Problem description: The records below must be returned exactly, with every picture left out.

Data provided:
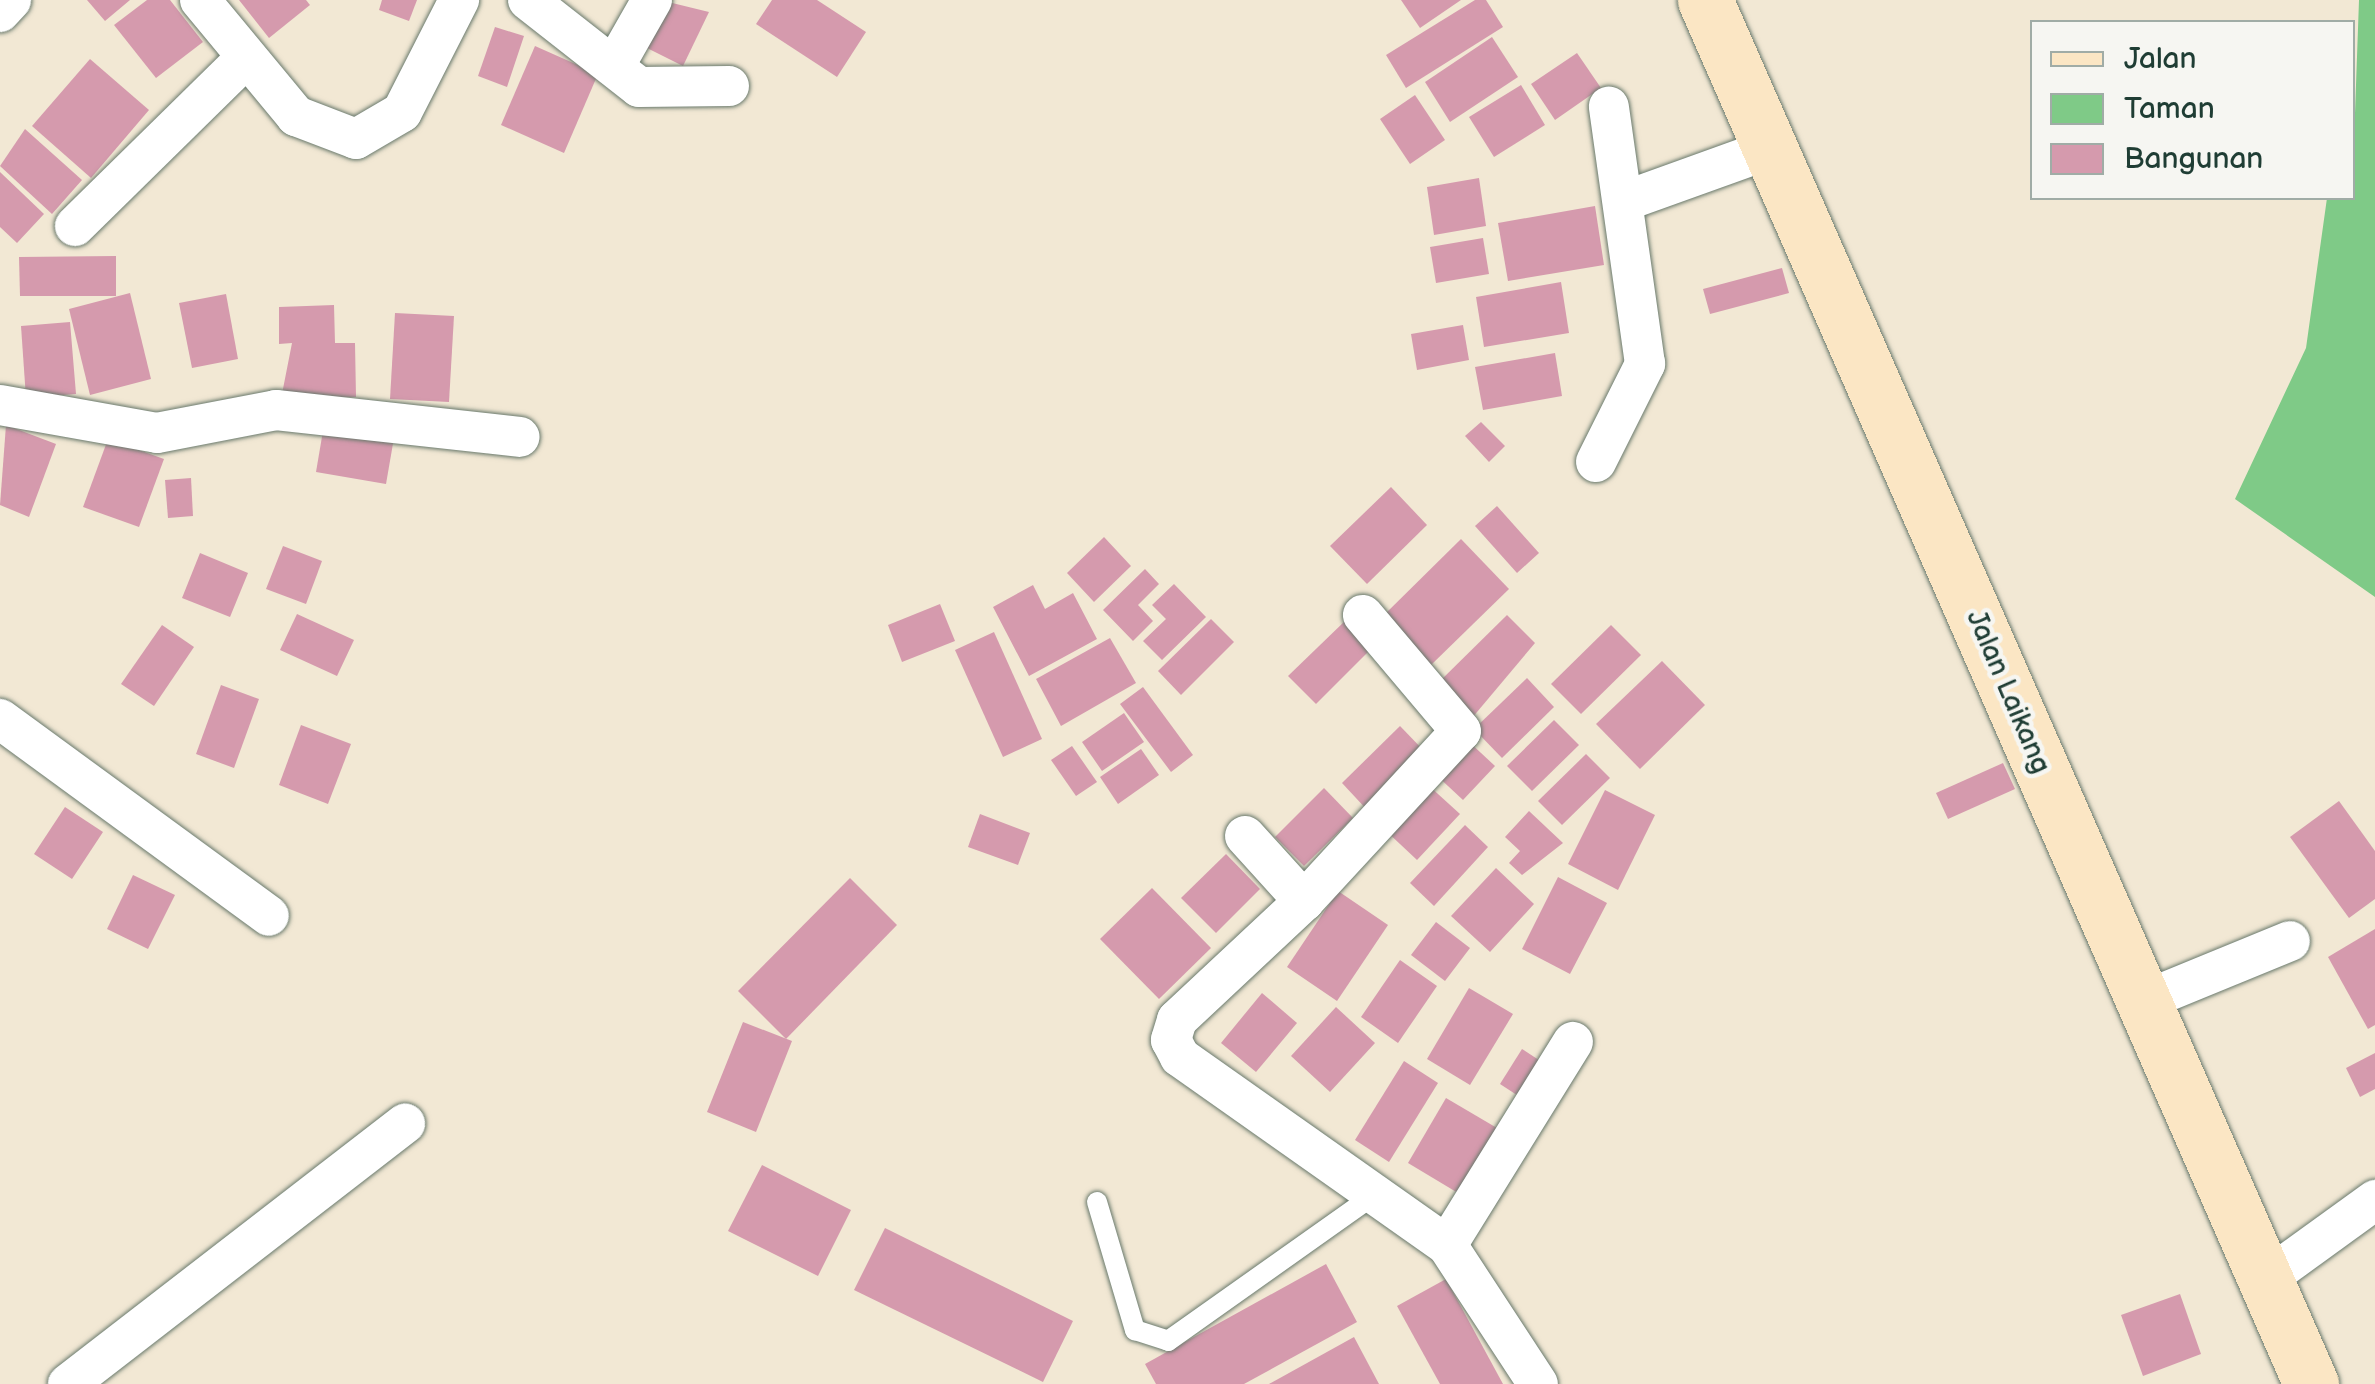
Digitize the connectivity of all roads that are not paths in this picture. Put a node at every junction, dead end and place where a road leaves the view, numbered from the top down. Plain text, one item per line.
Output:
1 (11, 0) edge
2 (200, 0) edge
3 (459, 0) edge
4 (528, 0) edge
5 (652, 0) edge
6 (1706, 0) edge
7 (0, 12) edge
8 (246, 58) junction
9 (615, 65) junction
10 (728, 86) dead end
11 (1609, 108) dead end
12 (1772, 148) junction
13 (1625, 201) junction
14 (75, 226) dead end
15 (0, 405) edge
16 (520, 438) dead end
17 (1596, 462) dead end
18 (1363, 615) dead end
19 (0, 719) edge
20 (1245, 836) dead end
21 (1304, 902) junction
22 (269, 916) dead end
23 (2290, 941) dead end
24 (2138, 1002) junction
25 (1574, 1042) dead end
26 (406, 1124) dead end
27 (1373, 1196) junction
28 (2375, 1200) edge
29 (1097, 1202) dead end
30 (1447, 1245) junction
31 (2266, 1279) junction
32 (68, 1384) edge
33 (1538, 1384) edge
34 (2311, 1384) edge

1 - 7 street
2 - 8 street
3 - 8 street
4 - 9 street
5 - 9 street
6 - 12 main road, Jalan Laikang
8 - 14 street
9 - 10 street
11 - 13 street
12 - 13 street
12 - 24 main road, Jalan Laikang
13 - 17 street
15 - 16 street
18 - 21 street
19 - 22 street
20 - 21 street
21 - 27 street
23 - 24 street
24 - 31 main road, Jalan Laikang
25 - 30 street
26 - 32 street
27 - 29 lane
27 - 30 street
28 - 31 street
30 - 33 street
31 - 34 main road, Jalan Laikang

Finished exercise:
Digitize the connectivity of all roads that are not paths in this picture. Put a node at every junction, dead end and place where a road leaves the view, numbered from the top down. Plain text, one item per line.
Output:
1 (11, 0) edge
2 (200, 0) edge
3 (459, 0) edge
4 (528, 0) edge
5 (652, 0) edge
6 (1706, 0) edge
7 (0, 12) edge
8 (246, 58) junction
9 (615, 65) junction
10 (728, 86) dead end
11 (1609, 108) dead end
12 (1772, 148) junction
13 (1625, 201) junction
14 (75, 226) dead end
15 (0, 405) edge
16 (520, 438) dead end
17 (1596, 462) dead end
18 (1363, 615) dead end
19 (0, 719) edge
20 (1245, 836) dead end
21 (1304, 902) junction
22 (269, 916) dead end
23 (2290, 941) dead end
24 (2138, 1002) junction
25 (1574, 1042) dead end
26 (406, 1124) dead end
27 (1373, 1196) junction
28 (2375, 1200) edge
29 (1097, 1202) dead end
30 (1447, 1245) junction
31 (2266, 1279) junction
32 (68, 1384) edge
33 (1538, 1384) edge
34 (2311, 1384) edge

1 - 7 street
2 - 8 street
3 - 8 street
4 - 9 street
5 - 9 street
6 - 12 main road, Jalan Laikang
8 - 14 street
9 - 10 street
11 - 13 street
12 - 13 street
12 - 24 main road, Jalan Laikang
13 - 17 street
15 - 16 street
18 - 21 street
19 - 22 street
20 - 21 street
21 - 27 street
23 - 24 street
24 - 31 main road, Jalan Laikang
25 - 30 street
26 - 32 street
27 - 29 lane
27 - 30 street
28 - 31 street
30 - 33 street
31 - 34 main road, Jalan Laikang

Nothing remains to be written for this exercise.